Find out what can happen when you open your heart and mind to the limitless possibilities in life.
This week we’re getting together to chat about taking time during the summer to create a new habit so I’m taking you to a place of zen.
Wait, many of you might already be thinking, “this isn’t for me.” Right?
Words like zen, meditation, and mindfulness can all be a little intimidating (and even off putting) or as if they’re meant for “other” people, but not for me. So before you read further, tell yourself, “My mind and heart are open to what I’m about to read and the possibilities.”

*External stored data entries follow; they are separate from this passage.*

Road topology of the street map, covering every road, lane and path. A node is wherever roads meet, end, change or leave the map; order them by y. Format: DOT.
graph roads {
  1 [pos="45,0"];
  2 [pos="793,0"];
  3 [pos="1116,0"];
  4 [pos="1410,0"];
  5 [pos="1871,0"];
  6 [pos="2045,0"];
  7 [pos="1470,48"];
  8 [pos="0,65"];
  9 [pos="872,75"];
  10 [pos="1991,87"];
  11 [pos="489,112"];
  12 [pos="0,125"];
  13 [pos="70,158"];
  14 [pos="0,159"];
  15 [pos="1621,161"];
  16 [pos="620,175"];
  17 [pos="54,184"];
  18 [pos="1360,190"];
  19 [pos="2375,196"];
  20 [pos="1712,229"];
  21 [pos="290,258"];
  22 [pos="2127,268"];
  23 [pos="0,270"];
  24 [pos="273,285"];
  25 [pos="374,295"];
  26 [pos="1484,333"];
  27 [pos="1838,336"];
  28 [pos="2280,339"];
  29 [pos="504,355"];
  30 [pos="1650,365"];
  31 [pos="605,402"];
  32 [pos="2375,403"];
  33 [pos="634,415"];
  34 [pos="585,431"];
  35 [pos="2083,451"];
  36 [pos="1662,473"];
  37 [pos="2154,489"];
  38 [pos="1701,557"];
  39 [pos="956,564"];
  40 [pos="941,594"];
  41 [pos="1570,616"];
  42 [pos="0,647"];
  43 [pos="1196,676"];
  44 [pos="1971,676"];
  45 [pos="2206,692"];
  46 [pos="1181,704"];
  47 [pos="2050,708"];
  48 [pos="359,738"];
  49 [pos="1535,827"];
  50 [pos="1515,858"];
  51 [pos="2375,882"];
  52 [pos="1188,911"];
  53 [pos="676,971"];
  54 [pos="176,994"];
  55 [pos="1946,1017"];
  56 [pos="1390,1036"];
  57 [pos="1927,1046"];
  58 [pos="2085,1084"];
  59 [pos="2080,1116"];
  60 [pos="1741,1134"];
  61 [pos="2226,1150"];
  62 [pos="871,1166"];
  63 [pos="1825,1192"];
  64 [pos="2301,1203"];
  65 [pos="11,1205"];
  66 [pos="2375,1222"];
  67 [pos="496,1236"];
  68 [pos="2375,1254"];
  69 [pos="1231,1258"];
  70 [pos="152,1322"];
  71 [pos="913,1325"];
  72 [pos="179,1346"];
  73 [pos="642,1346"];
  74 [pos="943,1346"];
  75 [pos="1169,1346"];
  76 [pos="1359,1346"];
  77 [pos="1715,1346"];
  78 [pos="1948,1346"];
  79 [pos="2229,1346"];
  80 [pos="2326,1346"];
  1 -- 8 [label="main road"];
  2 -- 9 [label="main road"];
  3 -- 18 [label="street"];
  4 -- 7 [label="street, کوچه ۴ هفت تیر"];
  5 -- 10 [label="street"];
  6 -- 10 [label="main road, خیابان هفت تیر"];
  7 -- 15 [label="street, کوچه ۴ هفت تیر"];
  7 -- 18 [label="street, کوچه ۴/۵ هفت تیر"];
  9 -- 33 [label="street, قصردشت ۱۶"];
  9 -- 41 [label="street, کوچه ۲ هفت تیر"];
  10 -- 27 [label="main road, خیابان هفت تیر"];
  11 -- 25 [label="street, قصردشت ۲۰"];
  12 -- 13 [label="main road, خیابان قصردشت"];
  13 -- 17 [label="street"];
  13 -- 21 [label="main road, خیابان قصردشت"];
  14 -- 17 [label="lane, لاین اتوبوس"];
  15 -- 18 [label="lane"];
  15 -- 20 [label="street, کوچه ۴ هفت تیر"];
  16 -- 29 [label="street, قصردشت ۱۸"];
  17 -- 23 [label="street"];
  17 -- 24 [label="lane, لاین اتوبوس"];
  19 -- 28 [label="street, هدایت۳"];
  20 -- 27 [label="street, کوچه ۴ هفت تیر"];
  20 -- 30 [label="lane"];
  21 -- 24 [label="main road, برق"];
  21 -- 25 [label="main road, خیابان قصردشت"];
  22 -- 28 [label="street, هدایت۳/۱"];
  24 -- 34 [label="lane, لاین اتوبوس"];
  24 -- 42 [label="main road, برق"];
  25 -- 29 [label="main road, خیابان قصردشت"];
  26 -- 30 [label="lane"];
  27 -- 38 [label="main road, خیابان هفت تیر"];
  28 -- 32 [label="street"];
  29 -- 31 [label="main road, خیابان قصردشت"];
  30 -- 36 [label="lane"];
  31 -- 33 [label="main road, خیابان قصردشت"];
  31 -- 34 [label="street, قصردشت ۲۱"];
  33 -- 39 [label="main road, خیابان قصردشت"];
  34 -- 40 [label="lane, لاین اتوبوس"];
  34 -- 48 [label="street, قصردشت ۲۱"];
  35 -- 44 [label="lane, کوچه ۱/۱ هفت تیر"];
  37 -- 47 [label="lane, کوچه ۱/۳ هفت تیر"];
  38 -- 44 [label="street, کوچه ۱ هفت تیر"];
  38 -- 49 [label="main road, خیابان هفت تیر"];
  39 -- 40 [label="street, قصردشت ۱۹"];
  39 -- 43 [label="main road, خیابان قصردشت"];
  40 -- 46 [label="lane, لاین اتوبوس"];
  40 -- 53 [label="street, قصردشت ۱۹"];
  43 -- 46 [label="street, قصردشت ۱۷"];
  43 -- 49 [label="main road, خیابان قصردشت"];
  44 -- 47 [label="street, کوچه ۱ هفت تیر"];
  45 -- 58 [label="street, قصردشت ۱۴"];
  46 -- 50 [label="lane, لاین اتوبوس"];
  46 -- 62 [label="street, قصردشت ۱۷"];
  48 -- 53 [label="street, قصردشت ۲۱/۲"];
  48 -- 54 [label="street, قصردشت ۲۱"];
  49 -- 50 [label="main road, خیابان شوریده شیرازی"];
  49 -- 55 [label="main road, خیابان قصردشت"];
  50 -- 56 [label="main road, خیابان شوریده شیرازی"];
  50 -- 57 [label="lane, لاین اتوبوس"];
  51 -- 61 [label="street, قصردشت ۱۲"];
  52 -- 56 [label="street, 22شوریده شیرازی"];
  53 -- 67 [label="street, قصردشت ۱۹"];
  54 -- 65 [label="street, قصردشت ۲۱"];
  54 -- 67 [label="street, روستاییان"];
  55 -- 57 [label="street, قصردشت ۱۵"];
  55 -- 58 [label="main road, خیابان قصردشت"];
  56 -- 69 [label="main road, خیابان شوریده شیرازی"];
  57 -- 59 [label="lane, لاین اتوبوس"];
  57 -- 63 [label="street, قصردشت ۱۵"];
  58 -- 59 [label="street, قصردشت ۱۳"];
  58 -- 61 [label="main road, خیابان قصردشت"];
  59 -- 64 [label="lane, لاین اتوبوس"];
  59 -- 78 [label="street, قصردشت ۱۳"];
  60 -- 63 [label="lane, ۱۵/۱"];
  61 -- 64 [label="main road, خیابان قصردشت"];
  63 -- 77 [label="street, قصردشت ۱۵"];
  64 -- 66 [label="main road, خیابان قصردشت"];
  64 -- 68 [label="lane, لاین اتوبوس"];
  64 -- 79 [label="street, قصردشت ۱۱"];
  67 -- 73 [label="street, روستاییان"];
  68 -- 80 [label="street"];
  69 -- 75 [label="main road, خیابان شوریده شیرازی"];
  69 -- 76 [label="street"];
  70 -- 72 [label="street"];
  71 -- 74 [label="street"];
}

Take as much time as you need. I’ll wait.
Ok. Ready? Good.
To be quite honest I never really imagined myself to be someone that would use and live words like zen, meditation, and focus on your breath. To be more open to the idea of meditation I began to imagine the unimaginable. Try it.
Over the past 6 months I’ve needed to find a way to balance the part of life the is crazy busy and nonstop with moments of complete peacefulness. I’ve accepted that the busyness of life isn’t going to change. It’s always going to be present in varying degrees, but that busyness is less draining if it’s balanced with moments of calm.
Meditation is the natural path to bring mindfulness and peace of mind learned from yoga to everyday life.
So, how did I go about creating a new habit of practicing meditation? I’ve tried before unsuccessfully so I needed to do something different this time.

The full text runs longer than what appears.